- _DESCRIPTION OF THE TASK_
Since only the written part is wanted, repeat the records exactly and omit the pictures.

- _DATA SECTION_
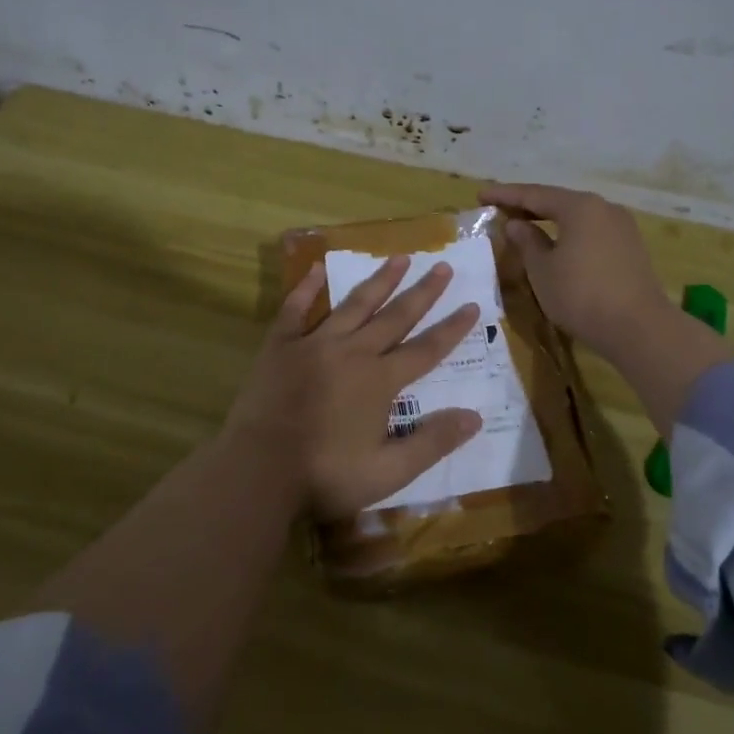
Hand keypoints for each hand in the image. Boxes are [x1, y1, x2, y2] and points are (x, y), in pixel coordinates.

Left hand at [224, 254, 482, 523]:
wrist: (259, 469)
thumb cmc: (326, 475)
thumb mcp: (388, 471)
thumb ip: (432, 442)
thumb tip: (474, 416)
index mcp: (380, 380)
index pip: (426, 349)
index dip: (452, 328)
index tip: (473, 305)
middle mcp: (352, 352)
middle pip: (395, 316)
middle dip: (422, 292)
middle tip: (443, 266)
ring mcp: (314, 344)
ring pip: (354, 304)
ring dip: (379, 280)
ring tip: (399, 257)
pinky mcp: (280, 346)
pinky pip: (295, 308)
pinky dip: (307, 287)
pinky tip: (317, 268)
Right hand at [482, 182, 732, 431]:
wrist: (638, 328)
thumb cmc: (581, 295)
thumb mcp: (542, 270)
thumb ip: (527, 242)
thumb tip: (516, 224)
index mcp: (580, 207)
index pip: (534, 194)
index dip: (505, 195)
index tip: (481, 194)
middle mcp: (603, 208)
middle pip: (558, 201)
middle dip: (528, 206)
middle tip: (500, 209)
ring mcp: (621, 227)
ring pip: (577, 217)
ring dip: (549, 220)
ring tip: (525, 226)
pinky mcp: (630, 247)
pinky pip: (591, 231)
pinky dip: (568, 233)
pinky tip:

- _WRITTEN ANSWER_
Hand keypoints for each hand in the image. Boxes are [x1, y1, x2, y2] and points are (x, y), in pixel coordinates.

Left hand at [224, 254, 482, 523]:
wrist: (259, 469)
thumb cmc: (326, 475)
thumb mcp: (388, 471)
thumb ip: (432, 442)
thumb tip: (474, 416)
index mcp: (380, 380)
index pip: (426, 349)
index dip: (452, 328)
index tip: (473, 305)
middle mcp: (352, 352)
middle pip: (395, 316)
middle dip: (422, 292)
middle tip: (443, 266)
ring mcp: (314, 344)
ring pip: (354, 304)
ring dip: (379, 280)
ring tip: (399, 257)
pinky mcp: (280, 346)
pinky pip: (295, 308)
pinky dip: (307, 287)
pinky tip: (317, 268)
Right hand at [482, 182, 732, 431]:
wrist: (638, 328)
thumb cmc: (581, 295)
thumb mcp: (542, 270)
thumb ip: (527, 242)
thumb tip: (516, 224)
index mcp: (580, 207)
index pip: (534, 194)
index dip: (505, 195)
index tip: (481, 194)
middle mcp: (603, 208)
middle pip: (558, 201)
middle dip: (528, 206)
middle tip: (500, 209)
ring mcp: (621, 227)
ring pip: (577, 217)
ring dip: (549, 220)
ring tip: (525, 226)
pinky mcp: (630, 247)
pinky pip: (591, 231)
pinky dip: (568, 233)
pinky tip:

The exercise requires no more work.